▶ **What is required**
All lines of the entries with "roads" in them must be listed.

====== Information ======

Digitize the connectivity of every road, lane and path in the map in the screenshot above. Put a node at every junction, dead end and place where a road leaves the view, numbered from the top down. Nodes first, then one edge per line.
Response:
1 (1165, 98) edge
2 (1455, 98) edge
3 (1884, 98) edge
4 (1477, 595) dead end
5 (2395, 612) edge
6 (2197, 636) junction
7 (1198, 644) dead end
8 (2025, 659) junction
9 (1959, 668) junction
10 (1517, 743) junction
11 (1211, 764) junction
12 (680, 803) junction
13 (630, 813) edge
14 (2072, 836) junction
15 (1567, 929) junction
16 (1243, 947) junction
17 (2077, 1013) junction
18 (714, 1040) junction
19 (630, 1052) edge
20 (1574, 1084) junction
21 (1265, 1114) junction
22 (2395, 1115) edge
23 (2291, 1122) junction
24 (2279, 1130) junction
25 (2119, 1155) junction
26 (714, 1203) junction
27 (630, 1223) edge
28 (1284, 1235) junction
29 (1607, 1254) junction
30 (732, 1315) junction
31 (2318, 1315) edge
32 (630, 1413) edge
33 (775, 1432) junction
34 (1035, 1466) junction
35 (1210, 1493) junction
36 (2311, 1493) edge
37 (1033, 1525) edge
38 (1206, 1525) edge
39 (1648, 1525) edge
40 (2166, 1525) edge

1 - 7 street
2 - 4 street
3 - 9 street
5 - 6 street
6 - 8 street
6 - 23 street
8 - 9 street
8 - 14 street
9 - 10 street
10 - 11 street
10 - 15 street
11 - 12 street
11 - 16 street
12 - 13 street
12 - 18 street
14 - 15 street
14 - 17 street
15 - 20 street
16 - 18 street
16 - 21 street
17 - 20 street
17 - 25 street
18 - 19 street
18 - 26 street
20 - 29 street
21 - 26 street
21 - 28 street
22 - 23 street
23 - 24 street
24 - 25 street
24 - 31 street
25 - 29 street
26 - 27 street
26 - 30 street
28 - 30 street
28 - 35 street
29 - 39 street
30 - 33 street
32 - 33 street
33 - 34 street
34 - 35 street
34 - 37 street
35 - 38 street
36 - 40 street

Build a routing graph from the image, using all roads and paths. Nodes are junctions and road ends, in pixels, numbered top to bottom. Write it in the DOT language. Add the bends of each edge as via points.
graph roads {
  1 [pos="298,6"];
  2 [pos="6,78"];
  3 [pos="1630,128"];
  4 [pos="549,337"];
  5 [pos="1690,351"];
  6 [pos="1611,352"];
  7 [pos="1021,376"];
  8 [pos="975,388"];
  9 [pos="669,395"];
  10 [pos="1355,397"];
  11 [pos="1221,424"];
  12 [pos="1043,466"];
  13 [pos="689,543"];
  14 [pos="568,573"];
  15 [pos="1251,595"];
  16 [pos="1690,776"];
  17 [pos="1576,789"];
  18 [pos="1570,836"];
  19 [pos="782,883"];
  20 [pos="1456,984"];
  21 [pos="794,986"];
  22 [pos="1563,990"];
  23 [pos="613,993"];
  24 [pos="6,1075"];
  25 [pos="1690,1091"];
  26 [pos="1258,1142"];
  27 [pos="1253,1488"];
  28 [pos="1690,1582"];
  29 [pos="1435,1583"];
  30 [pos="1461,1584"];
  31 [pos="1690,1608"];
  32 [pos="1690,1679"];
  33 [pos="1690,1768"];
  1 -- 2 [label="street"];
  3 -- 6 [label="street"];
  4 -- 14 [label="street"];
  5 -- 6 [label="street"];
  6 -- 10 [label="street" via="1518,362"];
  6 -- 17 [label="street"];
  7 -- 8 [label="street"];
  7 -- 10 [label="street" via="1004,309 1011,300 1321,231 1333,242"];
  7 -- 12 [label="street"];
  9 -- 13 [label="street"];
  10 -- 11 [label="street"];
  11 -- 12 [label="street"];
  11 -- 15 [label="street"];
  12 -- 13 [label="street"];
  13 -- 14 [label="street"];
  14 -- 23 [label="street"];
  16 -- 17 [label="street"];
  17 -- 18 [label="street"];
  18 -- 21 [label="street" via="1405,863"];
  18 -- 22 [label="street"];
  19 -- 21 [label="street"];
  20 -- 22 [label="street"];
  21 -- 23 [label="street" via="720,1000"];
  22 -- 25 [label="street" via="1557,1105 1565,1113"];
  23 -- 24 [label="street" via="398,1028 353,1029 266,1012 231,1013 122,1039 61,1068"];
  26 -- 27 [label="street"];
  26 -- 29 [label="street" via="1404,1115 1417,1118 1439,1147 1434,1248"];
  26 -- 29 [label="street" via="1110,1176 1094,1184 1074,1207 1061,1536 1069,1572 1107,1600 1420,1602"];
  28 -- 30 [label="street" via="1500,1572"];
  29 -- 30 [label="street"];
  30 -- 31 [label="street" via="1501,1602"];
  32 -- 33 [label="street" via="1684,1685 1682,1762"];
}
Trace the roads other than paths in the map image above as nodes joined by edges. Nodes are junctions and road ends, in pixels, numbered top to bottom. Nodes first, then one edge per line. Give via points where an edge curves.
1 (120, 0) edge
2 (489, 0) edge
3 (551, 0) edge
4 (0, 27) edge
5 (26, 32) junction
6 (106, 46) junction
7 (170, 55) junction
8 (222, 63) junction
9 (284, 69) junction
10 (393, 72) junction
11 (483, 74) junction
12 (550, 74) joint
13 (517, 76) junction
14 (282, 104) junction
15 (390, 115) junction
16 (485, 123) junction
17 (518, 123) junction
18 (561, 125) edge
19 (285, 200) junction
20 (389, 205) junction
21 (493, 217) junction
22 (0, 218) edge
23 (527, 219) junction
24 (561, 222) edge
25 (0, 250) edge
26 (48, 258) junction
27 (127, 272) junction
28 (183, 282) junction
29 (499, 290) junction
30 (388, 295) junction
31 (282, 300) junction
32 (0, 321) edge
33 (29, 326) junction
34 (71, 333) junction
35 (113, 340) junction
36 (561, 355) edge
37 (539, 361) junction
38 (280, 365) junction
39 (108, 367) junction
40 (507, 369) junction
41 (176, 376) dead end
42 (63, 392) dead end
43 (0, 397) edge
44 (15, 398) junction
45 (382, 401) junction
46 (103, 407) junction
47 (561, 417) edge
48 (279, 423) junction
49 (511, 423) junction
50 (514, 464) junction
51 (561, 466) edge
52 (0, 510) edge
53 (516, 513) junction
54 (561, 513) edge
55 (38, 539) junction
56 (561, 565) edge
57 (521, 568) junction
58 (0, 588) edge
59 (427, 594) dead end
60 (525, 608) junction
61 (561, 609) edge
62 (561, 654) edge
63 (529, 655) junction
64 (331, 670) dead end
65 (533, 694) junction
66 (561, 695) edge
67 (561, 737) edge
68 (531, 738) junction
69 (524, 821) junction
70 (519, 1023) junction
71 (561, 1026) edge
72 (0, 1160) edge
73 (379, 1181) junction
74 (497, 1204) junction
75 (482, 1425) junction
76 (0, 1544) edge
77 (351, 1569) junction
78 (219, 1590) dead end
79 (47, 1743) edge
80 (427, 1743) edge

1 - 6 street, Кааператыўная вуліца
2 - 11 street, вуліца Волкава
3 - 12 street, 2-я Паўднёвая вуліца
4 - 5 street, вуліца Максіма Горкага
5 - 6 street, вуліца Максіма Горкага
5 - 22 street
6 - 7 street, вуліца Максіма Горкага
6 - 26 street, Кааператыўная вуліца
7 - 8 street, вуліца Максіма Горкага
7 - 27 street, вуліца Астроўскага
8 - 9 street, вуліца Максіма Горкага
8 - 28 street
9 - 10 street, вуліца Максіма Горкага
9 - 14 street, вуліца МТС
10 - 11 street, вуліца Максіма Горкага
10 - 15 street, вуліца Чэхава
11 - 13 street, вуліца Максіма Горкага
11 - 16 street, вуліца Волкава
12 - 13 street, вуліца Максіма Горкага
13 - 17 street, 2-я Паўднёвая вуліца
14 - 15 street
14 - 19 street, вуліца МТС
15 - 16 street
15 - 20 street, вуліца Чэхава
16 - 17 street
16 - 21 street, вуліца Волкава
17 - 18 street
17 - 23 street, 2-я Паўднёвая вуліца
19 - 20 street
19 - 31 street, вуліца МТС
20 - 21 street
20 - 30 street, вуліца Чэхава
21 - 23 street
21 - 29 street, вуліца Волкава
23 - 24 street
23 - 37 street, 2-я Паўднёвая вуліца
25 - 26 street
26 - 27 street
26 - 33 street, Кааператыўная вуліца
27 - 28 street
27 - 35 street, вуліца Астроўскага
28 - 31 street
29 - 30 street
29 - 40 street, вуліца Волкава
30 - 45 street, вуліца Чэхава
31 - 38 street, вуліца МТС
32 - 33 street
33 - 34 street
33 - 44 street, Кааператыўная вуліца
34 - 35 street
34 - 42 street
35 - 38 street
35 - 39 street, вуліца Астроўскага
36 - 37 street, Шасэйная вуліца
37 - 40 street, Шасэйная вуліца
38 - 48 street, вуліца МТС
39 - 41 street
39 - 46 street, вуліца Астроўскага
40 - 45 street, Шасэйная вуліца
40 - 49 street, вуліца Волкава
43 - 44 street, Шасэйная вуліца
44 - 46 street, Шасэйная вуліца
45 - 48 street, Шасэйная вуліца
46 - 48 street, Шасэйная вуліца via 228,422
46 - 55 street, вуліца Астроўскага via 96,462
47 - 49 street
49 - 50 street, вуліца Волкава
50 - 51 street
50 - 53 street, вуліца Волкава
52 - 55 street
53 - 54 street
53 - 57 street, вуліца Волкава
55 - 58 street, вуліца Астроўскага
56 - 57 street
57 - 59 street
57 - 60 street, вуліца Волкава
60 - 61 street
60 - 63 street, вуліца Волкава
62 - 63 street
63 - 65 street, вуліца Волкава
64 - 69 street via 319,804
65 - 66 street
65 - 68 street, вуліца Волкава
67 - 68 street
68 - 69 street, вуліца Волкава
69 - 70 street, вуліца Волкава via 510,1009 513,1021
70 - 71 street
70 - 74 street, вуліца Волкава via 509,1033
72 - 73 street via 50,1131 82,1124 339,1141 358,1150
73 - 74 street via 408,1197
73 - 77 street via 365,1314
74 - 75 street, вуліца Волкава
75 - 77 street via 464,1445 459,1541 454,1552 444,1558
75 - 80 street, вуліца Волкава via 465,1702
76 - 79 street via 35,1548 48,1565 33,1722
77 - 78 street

======

▶ **Result below**
Build a routing graph from the image, using all roads and paths. Nodes are junctions and road ends, in pixels, numbered top to bottom. Write it in the DOT language. Add the bends of each edge as via points.
graph roads {
Trace the roads other than paths in the map image above as nodes joined by edges. Nodes are junctions and road ends, in pixels, numbered top to bottom. Nodes first, then one edge per line. Give via points where an edge curves.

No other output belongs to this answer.